Quoth Gedalya: 'That is not normally done.'
        I know.  I'm in a pinch.

        'If you want to use an IP address it would normally be
fred@??? - the IP address goes in square brackets.'
        My MTA (gmail) rejects the square-bracketed form; without them
the message gets to the target server.

        'You can configure exim to accept mail sent to a particular IP
address and translate that to a domain but I can only guess you don't
really want to go through that trouble.'
        Sounds good to me.

        'IP addresses are not domain names. 
        Yes.  I meant to say that it's a valid address.

        'They can not have MX records.'
        Why not?  If an SMTP server at the address handles mail...
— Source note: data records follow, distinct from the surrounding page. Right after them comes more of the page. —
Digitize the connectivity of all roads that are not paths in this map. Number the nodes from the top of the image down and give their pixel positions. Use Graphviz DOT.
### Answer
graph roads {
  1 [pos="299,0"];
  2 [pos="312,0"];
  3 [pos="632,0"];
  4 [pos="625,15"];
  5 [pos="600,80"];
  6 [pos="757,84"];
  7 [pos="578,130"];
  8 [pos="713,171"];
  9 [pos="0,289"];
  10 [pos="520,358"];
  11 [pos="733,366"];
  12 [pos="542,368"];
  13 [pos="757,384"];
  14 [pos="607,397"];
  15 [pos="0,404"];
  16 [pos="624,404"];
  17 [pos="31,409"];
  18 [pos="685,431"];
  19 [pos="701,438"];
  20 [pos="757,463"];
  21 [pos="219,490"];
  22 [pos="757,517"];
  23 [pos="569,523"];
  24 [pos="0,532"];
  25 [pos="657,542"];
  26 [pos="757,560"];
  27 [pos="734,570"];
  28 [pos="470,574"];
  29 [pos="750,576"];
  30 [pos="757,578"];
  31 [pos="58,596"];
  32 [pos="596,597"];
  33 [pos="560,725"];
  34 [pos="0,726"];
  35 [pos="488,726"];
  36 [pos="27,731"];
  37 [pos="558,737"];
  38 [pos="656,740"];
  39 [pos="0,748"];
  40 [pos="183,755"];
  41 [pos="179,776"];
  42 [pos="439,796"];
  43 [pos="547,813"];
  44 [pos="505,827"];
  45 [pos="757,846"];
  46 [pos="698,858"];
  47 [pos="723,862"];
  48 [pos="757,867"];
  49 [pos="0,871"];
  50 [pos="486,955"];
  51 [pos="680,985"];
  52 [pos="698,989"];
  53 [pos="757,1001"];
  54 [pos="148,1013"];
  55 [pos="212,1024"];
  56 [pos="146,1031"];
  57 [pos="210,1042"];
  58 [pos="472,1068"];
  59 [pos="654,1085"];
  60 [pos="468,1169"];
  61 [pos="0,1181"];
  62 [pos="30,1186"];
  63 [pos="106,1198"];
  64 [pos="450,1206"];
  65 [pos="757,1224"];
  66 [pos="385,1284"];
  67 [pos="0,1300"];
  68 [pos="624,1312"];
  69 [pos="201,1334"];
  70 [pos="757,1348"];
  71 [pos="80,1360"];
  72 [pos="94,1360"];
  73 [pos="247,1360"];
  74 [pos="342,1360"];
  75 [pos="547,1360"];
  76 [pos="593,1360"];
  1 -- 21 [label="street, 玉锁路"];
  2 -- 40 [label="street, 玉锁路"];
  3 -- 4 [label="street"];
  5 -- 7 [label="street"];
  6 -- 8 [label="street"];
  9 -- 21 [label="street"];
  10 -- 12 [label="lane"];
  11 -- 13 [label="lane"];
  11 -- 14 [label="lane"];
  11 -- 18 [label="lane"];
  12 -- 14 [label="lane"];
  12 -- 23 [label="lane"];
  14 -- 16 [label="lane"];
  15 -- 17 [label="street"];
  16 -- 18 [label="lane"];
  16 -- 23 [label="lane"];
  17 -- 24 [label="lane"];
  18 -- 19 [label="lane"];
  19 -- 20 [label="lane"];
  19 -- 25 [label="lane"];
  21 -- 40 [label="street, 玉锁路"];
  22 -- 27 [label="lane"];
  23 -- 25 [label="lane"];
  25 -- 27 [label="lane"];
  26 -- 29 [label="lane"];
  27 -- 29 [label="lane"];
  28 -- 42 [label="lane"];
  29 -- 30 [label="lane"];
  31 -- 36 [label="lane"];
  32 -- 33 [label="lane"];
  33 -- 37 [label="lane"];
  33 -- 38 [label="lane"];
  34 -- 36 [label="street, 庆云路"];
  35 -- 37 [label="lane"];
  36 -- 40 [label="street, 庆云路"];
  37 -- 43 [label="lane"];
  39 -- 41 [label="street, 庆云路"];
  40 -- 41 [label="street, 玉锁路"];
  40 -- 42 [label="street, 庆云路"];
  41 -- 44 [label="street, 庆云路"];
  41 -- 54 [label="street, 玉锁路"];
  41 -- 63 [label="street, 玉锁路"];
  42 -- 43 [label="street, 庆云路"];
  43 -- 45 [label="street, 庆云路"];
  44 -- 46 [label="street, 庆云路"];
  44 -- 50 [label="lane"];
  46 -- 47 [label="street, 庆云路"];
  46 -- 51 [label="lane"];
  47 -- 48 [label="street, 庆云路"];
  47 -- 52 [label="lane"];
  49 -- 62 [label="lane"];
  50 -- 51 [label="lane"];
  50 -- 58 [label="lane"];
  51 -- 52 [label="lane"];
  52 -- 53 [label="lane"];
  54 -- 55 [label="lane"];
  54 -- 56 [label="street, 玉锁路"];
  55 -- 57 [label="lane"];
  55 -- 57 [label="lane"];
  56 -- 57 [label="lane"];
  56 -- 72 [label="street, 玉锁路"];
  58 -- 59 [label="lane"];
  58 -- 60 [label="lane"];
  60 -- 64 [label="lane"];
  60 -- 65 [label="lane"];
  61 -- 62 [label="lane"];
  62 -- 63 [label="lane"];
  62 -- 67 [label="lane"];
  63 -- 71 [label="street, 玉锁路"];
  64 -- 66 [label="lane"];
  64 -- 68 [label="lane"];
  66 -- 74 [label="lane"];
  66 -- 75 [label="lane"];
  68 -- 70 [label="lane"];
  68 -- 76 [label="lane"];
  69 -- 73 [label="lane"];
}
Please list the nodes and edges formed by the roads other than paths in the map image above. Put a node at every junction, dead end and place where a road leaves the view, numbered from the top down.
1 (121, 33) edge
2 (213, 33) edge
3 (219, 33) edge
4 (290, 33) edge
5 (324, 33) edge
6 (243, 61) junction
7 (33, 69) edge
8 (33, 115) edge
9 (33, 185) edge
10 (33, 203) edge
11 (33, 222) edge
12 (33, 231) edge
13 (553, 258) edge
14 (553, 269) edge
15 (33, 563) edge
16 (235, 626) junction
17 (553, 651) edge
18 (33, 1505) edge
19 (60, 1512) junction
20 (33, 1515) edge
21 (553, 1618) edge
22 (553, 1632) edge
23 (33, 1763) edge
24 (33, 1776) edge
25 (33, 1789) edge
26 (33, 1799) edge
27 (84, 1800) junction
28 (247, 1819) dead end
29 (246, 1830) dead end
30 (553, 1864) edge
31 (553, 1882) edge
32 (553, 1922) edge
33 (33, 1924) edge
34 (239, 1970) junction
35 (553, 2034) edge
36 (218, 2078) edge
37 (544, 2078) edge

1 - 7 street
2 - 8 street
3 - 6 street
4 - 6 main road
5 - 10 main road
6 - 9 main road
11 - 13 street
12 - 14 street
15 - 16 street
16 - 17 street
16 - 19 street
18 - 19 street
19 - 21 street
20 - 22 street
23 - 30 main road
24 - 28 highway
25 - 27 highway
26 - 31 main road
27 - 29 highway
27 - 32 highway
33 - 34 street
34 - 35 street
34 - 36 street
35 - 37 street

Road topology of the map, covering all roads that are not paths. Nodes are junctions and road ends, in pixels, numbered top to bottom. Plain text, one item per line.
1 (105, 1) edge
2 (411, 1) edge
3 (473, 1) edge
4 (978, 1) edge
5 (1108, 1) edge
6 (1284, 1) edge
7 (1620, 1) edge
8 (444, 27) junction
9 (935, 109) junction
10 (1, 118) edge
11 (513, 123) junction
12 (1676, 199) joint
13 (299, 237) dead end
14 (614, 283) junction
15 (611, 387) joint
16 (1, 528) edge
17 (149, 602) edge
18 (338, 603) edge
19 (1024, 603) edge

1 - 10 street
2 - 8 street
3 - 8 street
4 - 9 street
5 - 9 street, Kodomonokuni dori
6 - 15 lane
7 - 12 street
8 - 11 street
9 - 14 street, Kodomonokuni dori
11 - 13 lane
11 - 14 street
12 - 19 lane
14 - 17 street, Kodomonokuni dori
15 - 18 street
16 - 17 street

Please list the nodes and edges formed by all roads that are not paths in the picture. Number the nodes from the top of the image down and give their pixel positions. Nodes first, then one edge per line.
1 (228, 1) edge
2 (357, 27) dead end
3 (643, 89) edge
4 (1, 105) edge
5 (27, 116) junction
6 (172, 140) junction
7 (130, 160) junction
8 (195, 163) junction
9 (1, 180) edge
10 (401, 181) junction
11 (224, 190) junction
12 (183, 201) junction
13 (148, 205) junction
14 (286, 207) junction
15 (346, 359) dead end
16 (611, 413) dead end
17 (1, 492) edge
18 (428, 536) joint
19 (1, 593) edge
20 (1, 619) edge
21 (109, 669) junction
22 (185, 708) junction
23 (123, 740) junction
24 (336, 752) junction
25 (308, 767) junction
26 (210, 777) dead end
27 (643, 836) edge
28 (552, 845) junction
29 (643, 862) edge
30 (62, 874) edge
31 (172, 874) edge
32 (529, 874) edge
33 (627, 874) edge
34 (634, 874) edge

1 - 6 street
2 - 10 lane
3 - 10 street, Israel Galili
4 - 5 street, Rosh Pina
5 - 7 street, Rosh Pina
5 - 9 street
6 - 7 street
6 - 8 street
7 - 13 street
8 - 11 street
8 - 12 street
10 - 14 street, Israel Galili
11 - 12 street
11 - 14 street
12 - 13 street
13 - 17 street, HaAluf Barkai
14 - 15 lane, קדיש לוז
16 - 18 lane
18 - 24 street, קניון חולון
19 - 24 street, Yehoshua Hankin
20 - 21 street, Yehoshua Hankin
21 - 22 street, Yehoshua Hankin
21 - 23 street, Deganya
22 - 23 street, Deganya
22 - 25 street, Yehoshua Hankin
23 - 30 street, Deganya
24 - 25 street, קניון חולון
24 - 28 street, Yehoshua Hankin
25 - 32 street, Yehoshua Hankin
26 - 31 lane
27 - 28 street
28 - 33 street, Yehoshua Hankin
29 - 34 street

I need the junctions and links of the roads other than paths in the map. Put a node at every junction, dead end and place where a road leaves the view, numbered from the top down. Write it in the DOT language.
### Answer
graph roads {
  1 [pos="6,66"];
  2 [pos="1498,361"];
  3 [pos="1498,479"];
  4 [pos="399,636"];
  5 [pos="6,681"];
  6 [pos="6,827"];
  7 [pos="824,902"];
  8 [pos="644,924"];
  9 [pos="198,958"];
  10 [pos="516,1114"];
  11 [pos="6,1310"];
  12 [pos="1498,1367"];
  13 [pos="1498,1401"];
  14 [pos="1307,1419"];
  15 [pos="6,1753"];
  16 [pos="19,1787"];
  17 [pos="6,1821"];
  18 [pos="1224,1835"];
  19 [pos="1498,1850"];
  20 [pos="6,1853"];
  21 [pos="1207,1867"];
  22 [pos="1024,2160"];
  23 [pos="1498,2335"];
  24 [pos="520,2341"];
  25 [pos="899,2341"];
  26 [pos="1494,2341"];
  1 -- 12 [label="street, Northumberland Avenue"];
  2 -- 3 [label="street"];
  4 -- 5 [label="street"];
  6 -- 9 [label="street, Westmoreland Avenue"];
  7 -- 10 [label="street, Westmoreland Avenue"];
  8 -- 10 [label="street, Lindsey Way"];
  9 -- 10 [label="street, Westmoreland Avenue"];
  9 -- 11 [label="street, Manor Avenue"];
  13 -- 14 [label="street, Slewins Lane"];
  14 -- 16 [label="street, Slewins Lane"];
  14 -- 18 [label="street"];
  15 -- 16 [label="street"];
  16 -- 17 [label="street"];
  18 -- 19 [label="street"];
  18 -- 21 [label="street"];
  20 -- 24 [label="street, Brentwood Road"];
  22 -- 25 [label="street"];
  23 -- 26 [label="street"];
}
        'If there is any domain name that has an A record pointing to
123.456.789.012, it is likely to work much more often than using the
IP address directly, even if it has no MX record.'
        There is an A record, but there's also an MX record that
points to our mail server, a Microsoft Outlook thing: mail sent to it
won't arrive at the target server.

        'Is fred a local user?'
        Yes.  He gets messages (local) every day.

        'It would be a matter of setting up 123.456.789.012 as a local
domain.'
        I added it to 'local_domains'.

        Quoth Jasen Betts: 'You probably need to configure
[123.456.789.012] as one of the domains that exim accepts for.
        In host_accept_relay ?

        'you may need to enable IP literal domains too.'
        Does local_domains_include_host_literals do this?